Glauber Loures de Assis(Chacruna Institute), “From Renaissance to Confluence: Kinship and Cosmic Diplomacy as a Paradigm Shift in Psychedelic Science”
Erik Davis(Independent scholar), "Superstar: The Psychedelic Jesus of the Counterculture"
Jeffrey J. Kripal (Rice University), “We Cannot Allow the Soul to Exist, So We Imagine UFOs and the End of the World: The Abduction Experience and the Psychedelic Connection”
Keynote Address, 4:00-5:30
Luis Eduardo Luna(Wasiwaska Rsearch Center), “Indigenous Spirituality on a Time of a Much-Needed Paradigm Shift”
March 28, 2026
Panel 2: Psychedelic Therapy and Mystical Experience, 10-12:00
Amy Koehlinger (Oregon State University), “Sacrality and Social Trust: Psychedelic Group Containers as Areligious Religious Practice”
David Yaden (Johns Hopkins University), “Psychedelic Experience and Belief Changes: Evaluating the Evidence”
Nese Devenot (Johns Hopkins University), “Felt Sense or False Signals?: The Challenge of Implicit Bias for "Embodied Presence" in Psychedelic Therapy"
Paul Gillis-Smith (Harvard University), “Mystical Medicinals, or Medical Mystics?
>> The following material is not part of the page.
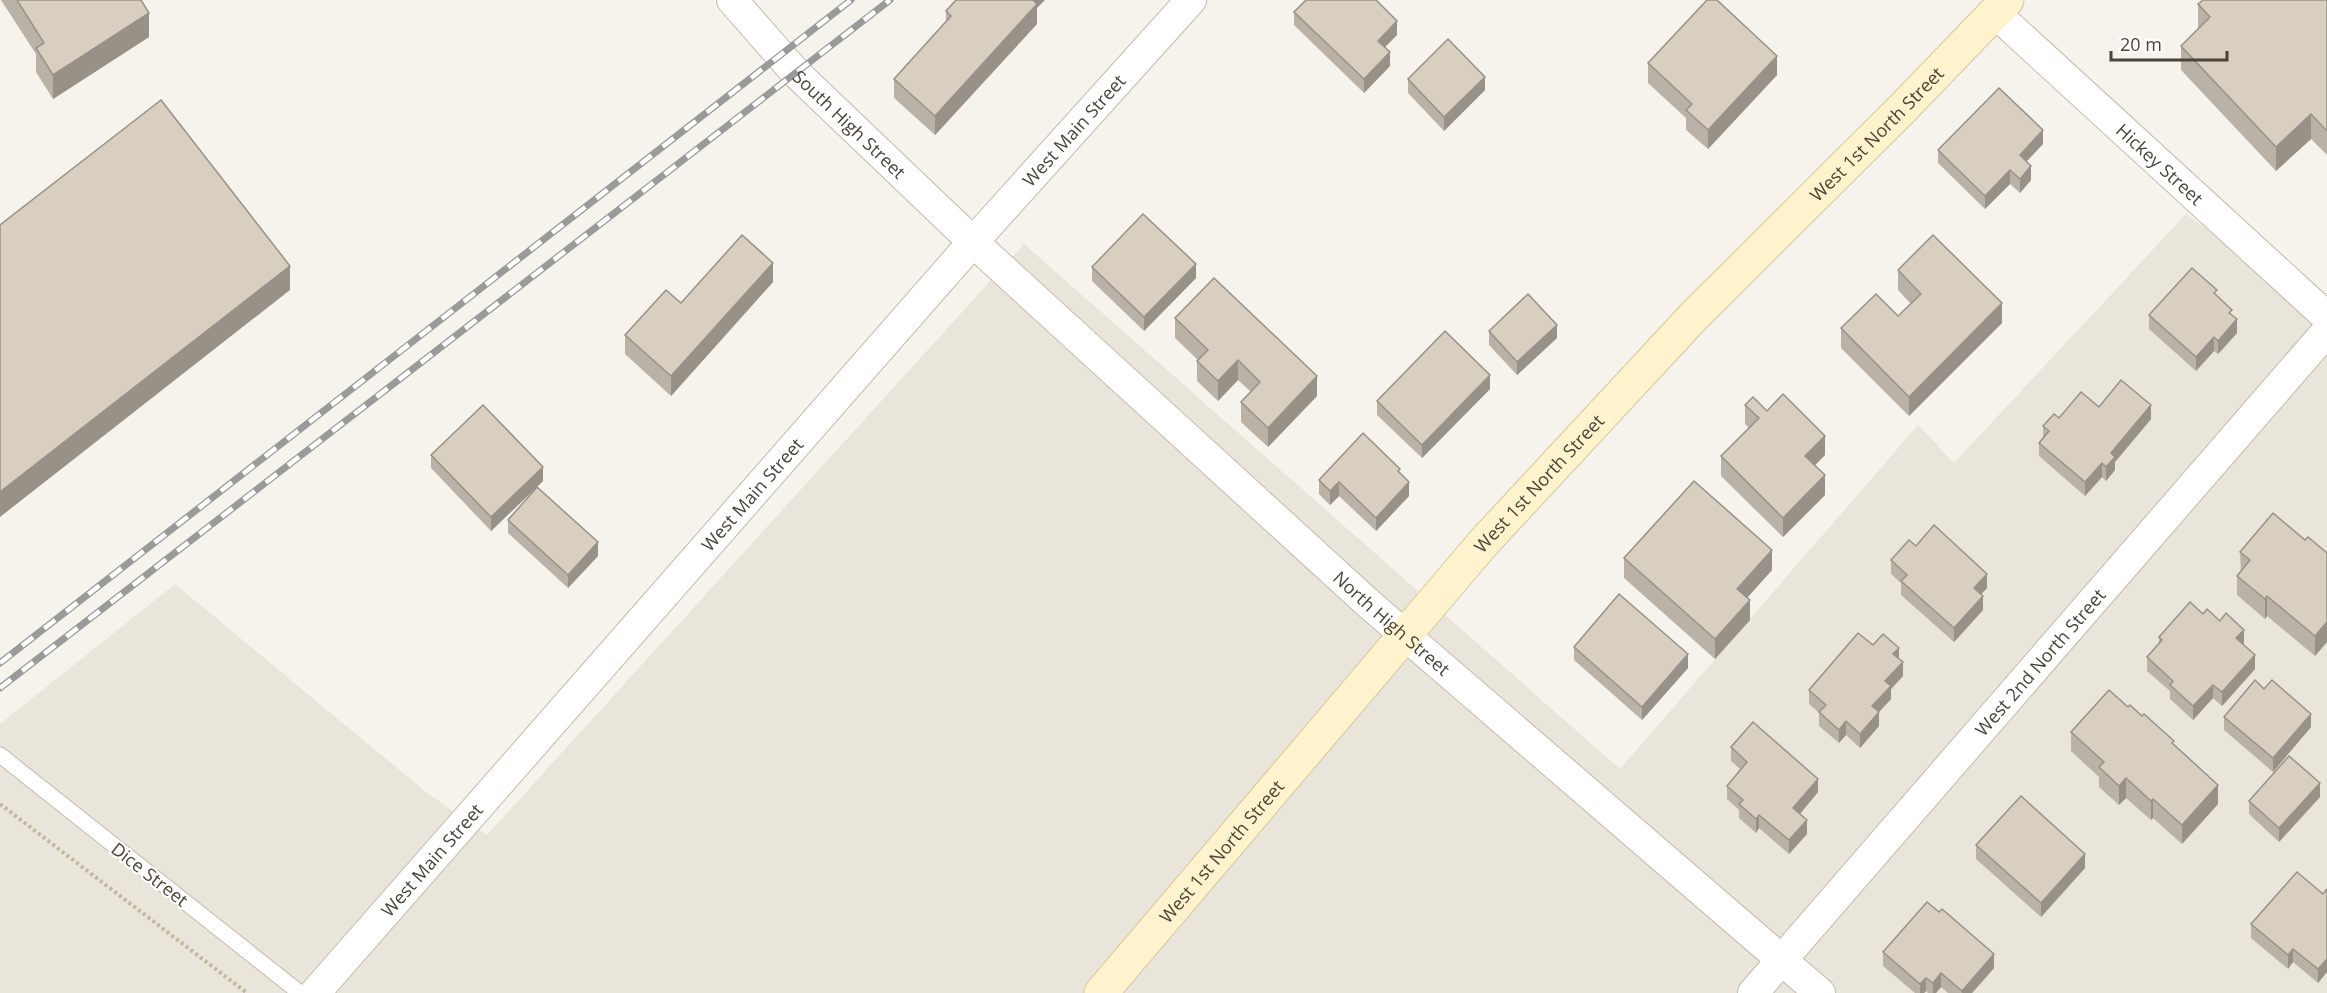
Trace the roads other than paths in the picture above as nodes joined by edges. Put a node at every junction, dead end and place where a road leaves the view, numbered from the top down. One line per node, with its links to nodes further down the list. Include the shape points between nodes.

A Genealogy of Mystical-type Experiences in the Study of Psychedelics”
Panel 3: Psychedelics in History, Art, and Practice, 1:30-3:30
Jackie Tileston (University of Pennsylvania), “Transimmanence: Nondual Tantra, Psychedelic Gnosis, and Embodied Practice”
Elías García Méndez (Casa Adobe Gallery), “Huautla: Entre la Curiosidad y el Olvido de una Tradición Sagrada”
Erika Dyck (University of Saskatchewan), “Indigenous Ceremonies and First-Generation Psychedelic Science: A Historical Look at Peyote”
Estrella Castillo (Yale University), TBA
Rapeh Ceremony, 4:00-5:00
The funds for the project come from a Global Arts and Humanities Discovery Theme collaborative grant. This is a joint project between the Center for the Study of Religion and the Center for Psychedelic Drug Research and Education. Co-hosted by the Humanities Institute.